Just as tariff quotas are complex and misunderstood, the same applies to the news that pops up from time to time of what’s happening to the UK’s quotas in its post-Brexit WTO commitments
This replaces a 2017 article on tariff quotas, originally the second part of a pair of primers on the UK, its WTO membership, and its WTO schedules of commitments. The first part on the UK’s WTO membership is here. The original second part is archived here. See also: Beginner’s guide.
By Peter Ungphakorn
POSTED SEPTEMBER 12, 2018 | UPDATED AUGUST 21, 2021
From autumn 2017, news appeared every few months about the UK’s proposed World Trade Organization (WTO) commitments and the objections of other countries. Some claimed this was a failure of London’s Brexit policy.
Headlines spoke of plans “in tatters” or “hitting the buffers”, “protests” by other countries, and even a Kremlin plot. They were wrong, at least for the time being.

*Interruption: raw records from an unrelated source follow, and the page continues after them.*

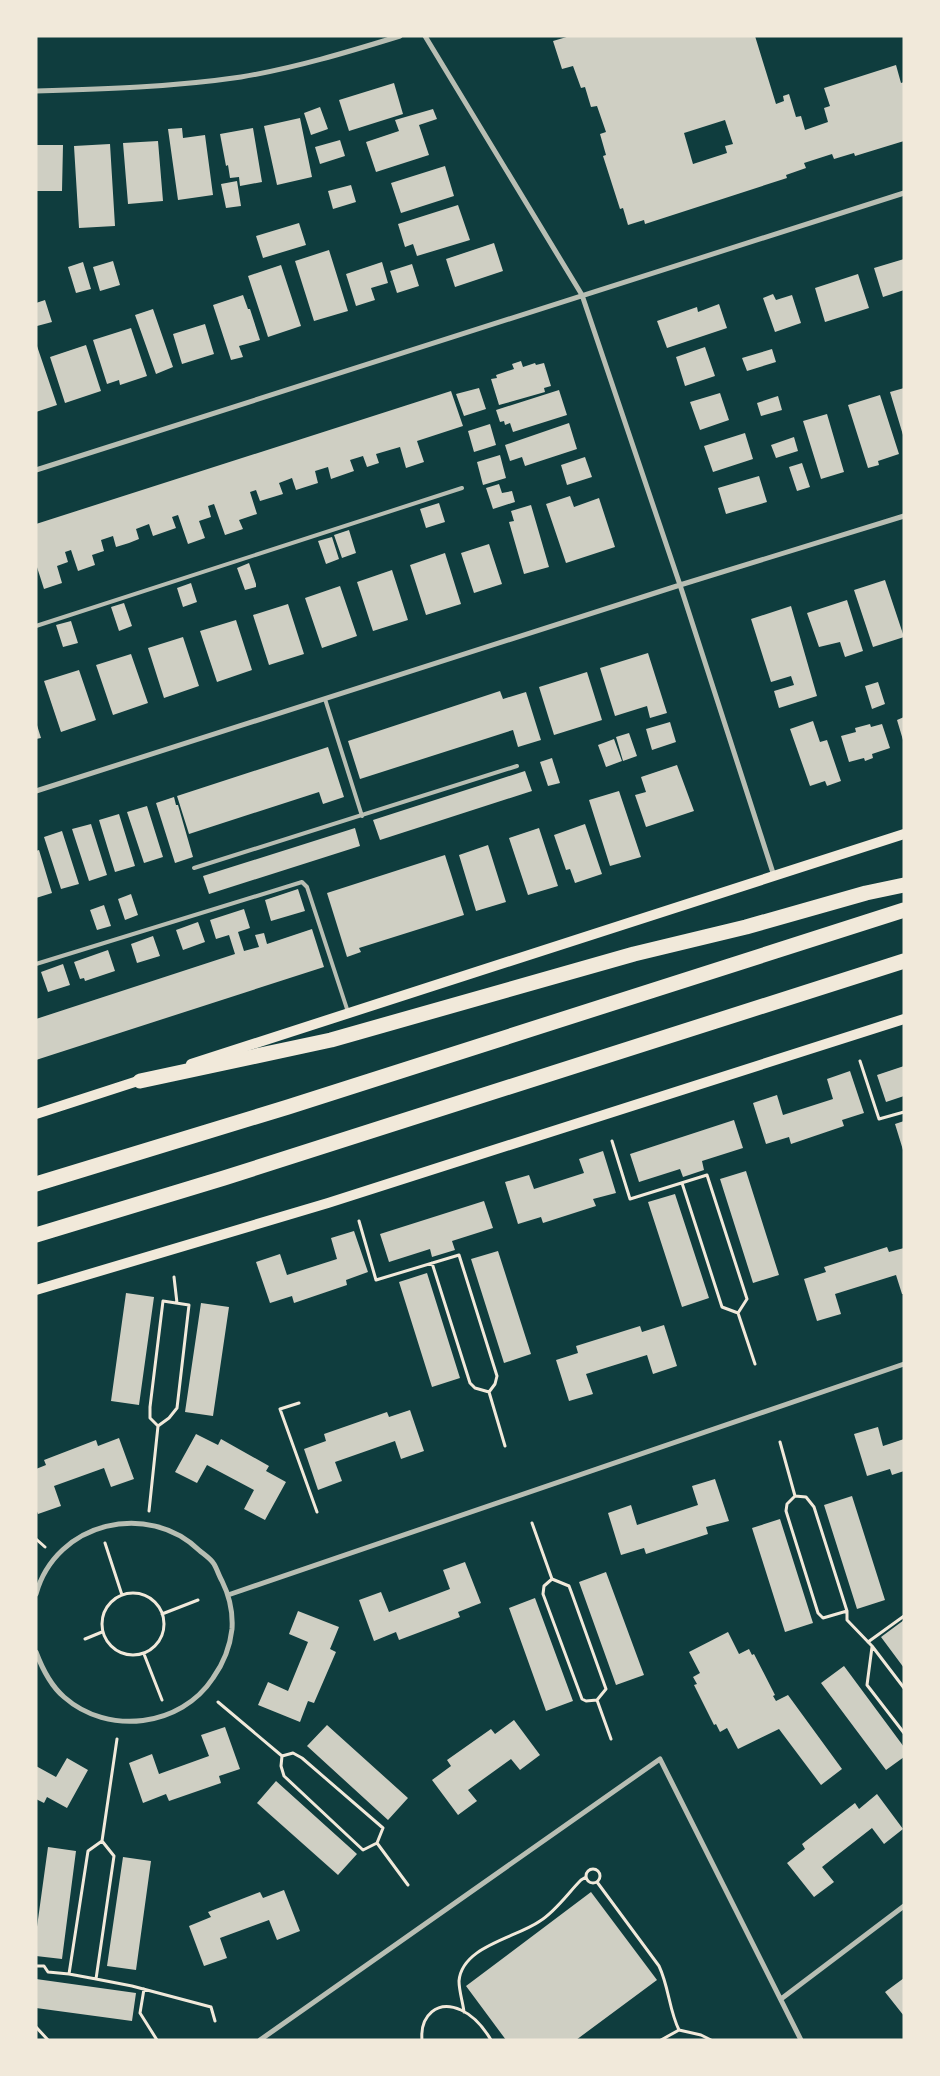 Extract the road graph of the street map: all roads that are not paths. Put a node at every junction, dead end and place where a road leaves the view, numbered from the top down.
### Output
1 (400, 36) edge
2 (425, 36) edge
3 (36, 92) edge
4 (904, 193) edge
5 (582, 295) junction
6 (36, 470) edge
7 (462, 488) dead end
8 (904, 516) edge
9 (680, 585) junction
10 (36, 626) edge
11 (325, 699) junction
12 (517, 766) dead end
13 (36, 791) edge
14 (362, 816) junction
15 (904, 834) edge
16 (194, 868) dead end
17 (774, 876) junction
18 (904, 885) edge
19 (904, 910) edge
20 (904, 960) edge
21 (36, 964) edge
22 (348, 1012) junction
23 (904, 1019) edge
24 (140, 1081) junction
25 (36, 1114) edge
26 (36, 1184) edge
27 (36, 1235) edge
28 (36, 1290) edge
29 (904, 1364) edge
30 (36, 1594) edge
31 (228, 1595) junction
32 (36, 1652) edge
33 (38, 1665) edge
34 (904, 1906) edge
35 (781, 1999) junction
36 (260, 2040) edge
37 (802, 2040) edge

1 - 3 street
2 - 5 street
4 - 5 street
5 - 6 street
5 - 9 street
7 - 10 lane
8 - 9 street
9 - 11 street
9 - 17 street
11 - 13 street
11 - 14 lane
12 - 14 lane
14 - 16 lane
15 - 17 main road
17 - 22 main road
18 - 24 highway
19 - 26 highway
20 - 27 highway
21 - 22 lane
22 - 24 main road
23 - 28 main road
24 - 25 main road
29 - 31 street
30 - 31 street
31 - 33 street
32 - 33 street
34 - 35 street
35 - 36 street
35 - 37 street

Britain left the EU on January 31, 2020. It left the EU’s common commercial policy (particularly the customs union) when the Brexit transition ended on December 31, 2020. In practice, it is now operating under its controversial proposed commitments in the WTO on tariffs, tariff quotas, farm subsidies and access to its services markets.
So the headlines in the public media have gone quiet, and will stay quiet unless other WTO members kick up a fuss. Inside the WTO, those members continue to raise objections in the WTO such as the November 2020 meeting of the Market Access Committee. But it is too soon to tell whether they will take any legal action.
Meanwhile countries had been negotiating quietly and in early 2021 information emerged of agreements between some of them and the post-Brexit EU27, particularly on tariff quotas. The UK stayed quiet but EU sources are quoted saying the UK was part of the talks.